The programme, which had around 275,000 workers from countries including China and Vietnam last year, is supposed to give participants specialised experience that will be of use in their home country.
It’s a valuable source of labour given Japan’s ageing population and small pool of migrant workers, but the scheme has been dogged by allegations of discrimination and physical abuse.
And female technical interns can face particular pressure around pregnancy.
Vanessa, who asked to be identified by her first name only, was working in a care home in southern Japan’s Fukuoka when she discovered she was pregnant, and hoped to return to work after the birth.
Instead, the 25-year-old Filipina says bosses pushed her and her partner for an abortion despite terminations being both taboo and a crime in her deeply Catholic homeland.
“I thought, ‘how dare (they),'”. “Having an abortion is a mother’s choice, not someone else’s,” she told AFP.
When she refused to have an abortion, her supervisors forced her to quit.
Japan’s health ministry says 637 technical interns quit because of pregnancy or childbirth between 2017 and 2020, including 47 who said they wished to continue the programme.
But advocates say that is likely the “tip of the iceberg”, and no statistics capture how many others have been pressured to avoid or end pregnancies.
Interchangeable, cheap labour
“Most technical interns are of reproductive age… but the idea of them getting pregnant during their stay in Japan is often considered out of the question,” said Masako Tanaka, a Sophia University professor who studies the reproductive rights of migrant women.
Technical interns are covered by Japanese laws banning harassment or discrimination based on pregnancy.
But “maternity harassment” remains a problem for Japanese women, and foreign technical interns are often even more vulnerable.
Reports of pregnancy-based discrimination in 2019 prompted Japan’s immigration agency to remind employers about the rights of interns.
“We understand that it’s entirely possible that technical interns, as human beings, get pregnant and give birth, and they shouldn’t suffer detrimental treatment for that,” an immigration agency official told AFP.
Hiroki Ishiguro, a lawyer who has represented technical interns, says employers often consider them interchangeable cheap labour.
“For some employers, it’s easier to just send them back home and have them replaced with entirely new trainees, rather than go through these extra burdens (to accommodate pregnancy),” he told AFP.
Now back in the Philippines, Vanessa says she was told her pregnancy would give fellow Filipina trainees a bad reputation.

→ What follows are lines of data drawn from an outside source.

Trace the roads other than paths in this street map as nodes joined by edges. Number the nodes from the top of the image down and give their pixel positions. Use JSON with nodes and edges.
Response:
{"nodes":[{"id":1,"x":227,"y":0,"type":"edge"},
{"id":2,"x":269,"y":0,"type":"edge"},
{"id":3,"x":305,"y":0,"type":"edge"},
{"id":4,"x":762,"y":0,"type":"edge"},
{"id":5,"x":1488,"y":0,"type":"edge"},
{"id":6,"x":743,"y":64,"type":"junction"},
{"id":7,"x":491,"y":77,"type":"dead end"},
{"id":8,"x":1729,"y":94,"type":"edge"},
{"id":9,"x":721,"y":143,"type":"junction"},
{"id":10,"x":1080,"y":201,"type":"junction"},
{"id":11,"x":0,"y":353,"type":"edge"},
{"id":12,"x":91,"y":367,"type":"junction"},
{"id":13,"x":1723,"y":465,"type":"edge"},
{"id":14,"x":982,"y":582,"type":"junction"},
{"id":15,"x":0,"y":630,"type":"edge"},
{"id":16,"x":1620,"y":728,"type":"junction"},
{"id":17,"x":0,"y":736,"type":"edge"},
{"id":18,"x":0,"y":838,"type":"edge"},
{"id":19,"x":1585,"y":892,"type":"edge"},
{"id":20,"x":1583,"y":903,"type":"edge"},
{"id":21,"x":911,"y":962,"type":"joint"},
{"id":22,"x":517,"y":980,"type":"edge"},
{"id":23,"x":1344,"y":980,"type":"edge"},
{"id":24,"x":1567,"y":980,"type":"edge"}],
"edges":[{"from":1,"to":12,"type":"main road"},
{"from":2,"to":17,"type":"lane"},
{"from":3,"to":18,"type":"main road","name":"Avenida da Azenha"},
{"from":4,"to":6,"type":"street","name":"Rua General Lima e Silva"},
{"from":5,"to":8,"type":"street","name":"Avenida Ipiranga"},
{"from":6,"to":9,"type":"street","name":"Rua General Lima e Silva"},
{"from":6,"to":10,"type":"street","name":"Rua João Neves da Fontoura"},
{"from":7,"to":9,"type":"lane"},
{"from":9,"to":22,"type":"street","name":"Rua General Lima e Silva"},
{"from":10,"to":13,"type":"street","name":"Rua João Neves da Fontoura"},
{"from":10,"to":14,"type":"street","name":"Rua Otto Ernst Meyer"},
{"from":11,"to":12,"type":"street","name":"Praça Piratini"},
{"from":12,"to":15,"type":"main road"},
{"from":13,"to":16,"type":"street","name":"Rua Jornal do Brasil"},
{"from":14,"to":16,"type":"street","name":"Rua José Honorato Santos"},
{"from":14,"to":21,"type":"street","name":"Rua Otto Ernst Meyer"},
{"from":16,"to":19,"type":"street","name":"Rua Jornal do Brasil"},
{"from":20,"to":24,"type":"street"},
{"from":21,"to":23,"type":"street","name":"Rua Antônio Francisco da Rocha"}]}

They said “because of my situation… the ‘value’ of Filipino trainees will decrease,” she recalled.
‘I’m sorry you two’
Financial pressures, including debt from recruitment fees and the needs of family, also weigh on interns like Le Thi Thuy Linh, a Vietnamese worker on a farm in southern Japan’s Kumamoto who found out she was pregnant in July 2020.

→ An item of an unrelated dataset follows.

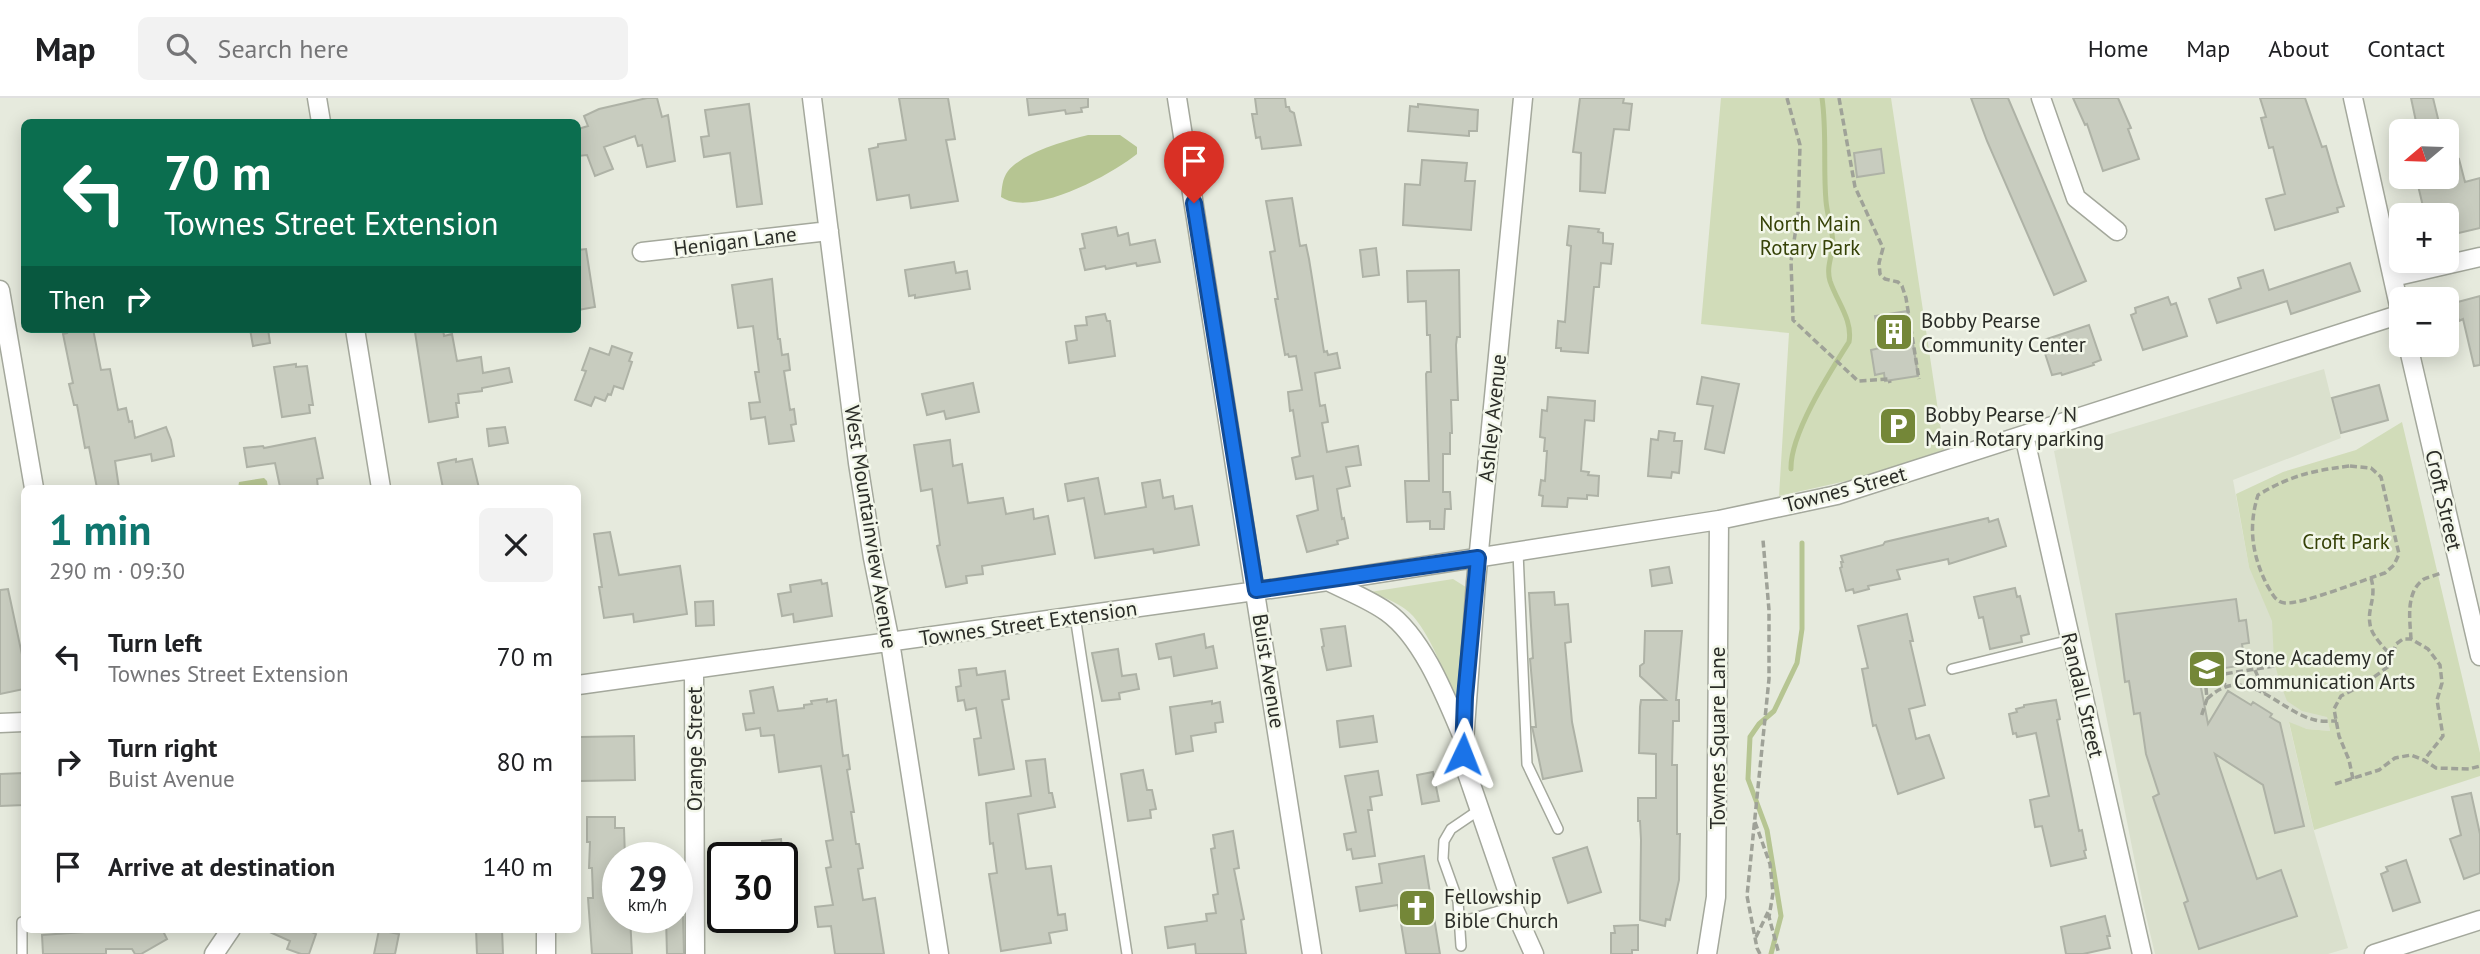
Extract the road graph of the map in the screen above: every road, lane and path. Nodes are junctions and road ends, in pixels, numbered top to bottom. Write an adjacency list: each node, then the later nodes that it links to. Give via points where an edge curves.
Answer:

She feared her family back home would be “destroyed financially” if she was deported over the pregnancy, said Ishiguro, who is representing Linh.
She hid the pregnancy from her employer and sought a termination.

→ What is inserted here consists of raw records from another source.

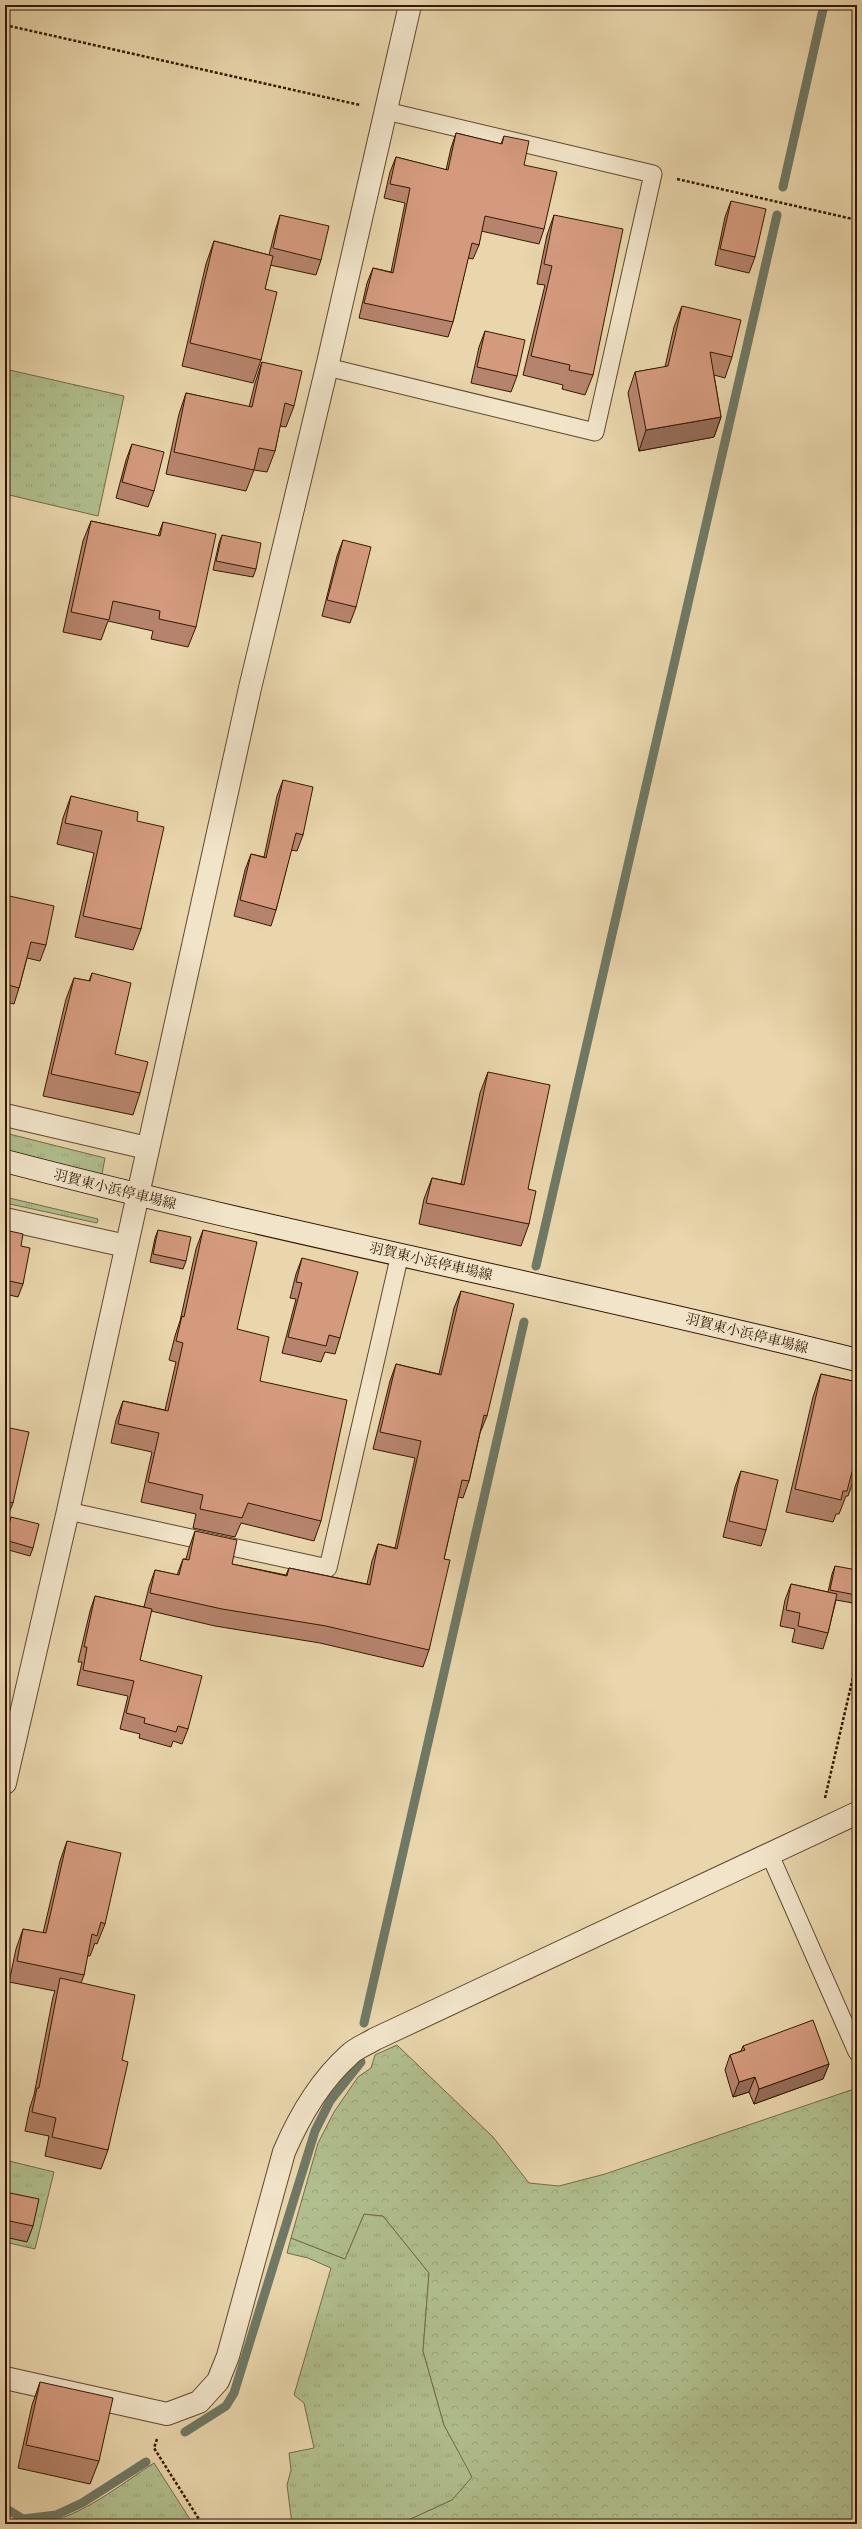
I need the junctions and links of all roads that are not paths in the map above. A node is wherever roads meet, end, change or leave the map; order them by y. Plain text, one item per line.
1 (410, 5) edge
2 (386, 111) junction
3 (327, 367) junction
4 (5, 1116) edge
5 (147, 1148) junction
6 (5, 1162) edge
7 (136, 1195) junction
8 (5, 1219) edge
9 (126, 1246) junction
10 (400, 1254) junction
11 (857, 1360) edge
12 (68, 1511) junction
13 (5, 1783) edge
14 (857, 1813) edge
15 (770, 1855) junction
16 (857, 2052) edge
17 (5, 2378) edge

1 - 2 street
2 - 3 street
2 - 3 lane
3 - 5 street
4 - 5 street
5 - 7 street
6 - 7 street, 羽賀東小浜停車場線
7 - 9 street
7 - 10 street, 羽賀東小浜停車場線
8 - 9 street
9 - 12 street
10 - 11 street, 羽賀東小浜停車場線
10 - 12 lane
12 - 13 street
14 - 15 street
15 - 16 lane
15 - 17 street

But abortion pills are not approved in Japan, where surgical terminations typically cost upwards of 100,000 yen ($815), and some interns fear clinics could reveal the procedure to their employers.
That leaves some women seeking unauthorised abortion pills — a “very risky act that could see them charged with foeticide,” Tanaka said.
Linh took abortion pills that she got over the internet soon after she discovered her pregnancy in July, but to no avail.
Her employer began to suspect the pregnancy, though Linh denied it, and warned her of “difficulties” if she gave birth and raised a child, Ishiguro said.
In November, she gave birth prematurely, alone and at home, to stillborn twin boys.
Exhausted, she wrapped them in a towel and placed them in a cardboard box in her room, tucking a note inside: “I’m sorry you two.”
She sought help the following day from a doctor, who reported her to authorities. In January, she received a three-month suspended sentence for having “abandoned” her babies’ bodies. She is appealing.
Vanessa’s story ended differently — she gave birth to her son in the Philippines, but still hopes to return to Japan.
“I want to prove that it’s possible for a pregnant trainee to give birth in her country and go back to Japan to finish her contract,” she said.